I've got a headache this big, and it's got "low hanging metal thing" written all over it.

I'm a sight right now, let me tell you. Sitting here, a rolled-towel of ice strapped around my head with a rubber band, trying to type without getting shocked with all the melting water all over the place.

Still, I'm feeling great. A brush with a minor concussion is worth a great day in the sun and, yes, another movie.

Derek and I spent the entire day on the beach. We walked up and down Waikiki, looking at all the tourists totally thrilled to be here, remarking as we always do about how ironic it is that we live in a place we couldn't afford to visit.

We catered lunch through one of the several million ABC stores -- two musubi, a bag of popcorn and a liter of Coke each. I think I ate as much sand as I did powdered salmon, but it was still a great picnic.

We eventually parked ourselves in front of the surfboard racks by the police station. We sat and watched people fall off things, punctuated with the occasional tickle attack (a distressing new hobby Derek has recently developed). We swam a little, but I much preferred lying on the beach getting a very capably administered massage...

The way the weather was today, you'd never know we were soaked to the bone a week ago. I couldn't get over it. The only sign of the storm was the suddenly healthy green vegetation on Diamond Head.

We figured we'd walk a little, and we headed up Kalakaua. We passed the Bird Man, looked over a blanket of bead necklaces, and marveled at a new store that sold nothing but refrigerator magnets.

I love this town.

Then, we walked passed the Waikiki Three. Suddenly it was like Derek was a yuppie passing a sale at the Gap. The new Star Trek movie opened there yesterday. Though he was sarcastic about it when I'd first mentioned it, the minute we passed the box office and its big poster, his Inner Trekkie welled up from deep within his soul.

One showing had just started, and the next one was sold out. By then, though, there was no stopping him (or me, to be honest). We jumped into line, hypothesizing which of those around us -- tourists and locals alike -- actually owned a pair of Vulcan ears. There were many likely candidates.

"This is cool, we can just hang out at my place 'til it's time," I said.

He bought two tickets to the last show of the night.

Fast forward four hours...

Our show was sold out too. Everyone was packed right up against the door for nearly an hour. Derek and I huddled under a bush, eavesdropping on more than one argument about Star Trek physics, remarking how the prostitutes seemed to be deliberately avoiding the people in that particular line.

I invested a day's pay on drinks and "The Movie Mix" (a.k.a. popcorn and kaki mochi) while Derek went to save seats in what turned out to be the heart of the theatre's highest concentration of hardcore geeks. There was not one, but two of the same Star Trek shirt in the row in front of us.

Apart from clapping (!) at the end, though, the section was well behaved.

I thought the movie was pretty good, and Derek liked it too. Though the "time travel" thing has been done to death, it could've been worse.

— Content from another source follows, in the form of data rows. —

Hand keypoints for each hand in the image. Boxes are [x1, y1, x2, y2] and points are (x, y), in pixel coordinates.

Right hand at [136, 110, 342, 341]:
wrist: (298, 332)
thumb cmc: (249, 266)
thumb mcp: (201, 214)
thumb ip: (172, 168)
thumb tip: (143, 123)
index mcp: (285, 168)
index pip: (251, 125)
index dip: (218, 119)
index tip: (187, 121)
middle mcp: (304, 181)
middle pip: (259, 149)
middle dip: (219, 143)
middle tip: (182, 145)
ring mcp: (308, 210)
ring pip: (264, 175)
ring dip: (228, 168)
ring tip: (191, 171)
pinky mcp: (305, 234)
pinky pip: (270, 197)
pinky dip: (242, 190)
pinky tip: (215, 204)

We adopted another conversation we heard on the way out, ranking the eight Star Trek movies in order of coolness.

  • Me: II, VI, IV, First Contact, III, Generations, I and V.
  • He: II, IV, III, VI, I, First Contact, Generations and V.
Unlike me, he's obviously a fan of the old series (oh, sorry, I meant classic -- heh heh), though I only really know the films. But we're definitely agreed on the absolute suckiness of the fifth one. That's when Shatner proved himself to be worse at directing than he is at acting (or writing, for that matter) -- and that's saying a lot.

We trudged out of the theater, bumped along like cattle, into the long closed International Marketplace. That's when I got the brilliant idea to weave through the city of carts and kiosks where, during the day, a million and one gaudy gold and wax things are sold.

It was in the process of taking this shortcut that I cracked my skull on a rod sticking out of nowhere.

It was more embarassing than painful. Though I'm not sure if the soothing ring that I heard immediately afterward was coming from my head or the rod.

Damn, I know it's going to leave a bruise.

"What happened," they'll ask.

"Just a date," I'll say.

Oh well. Let 'em wonder.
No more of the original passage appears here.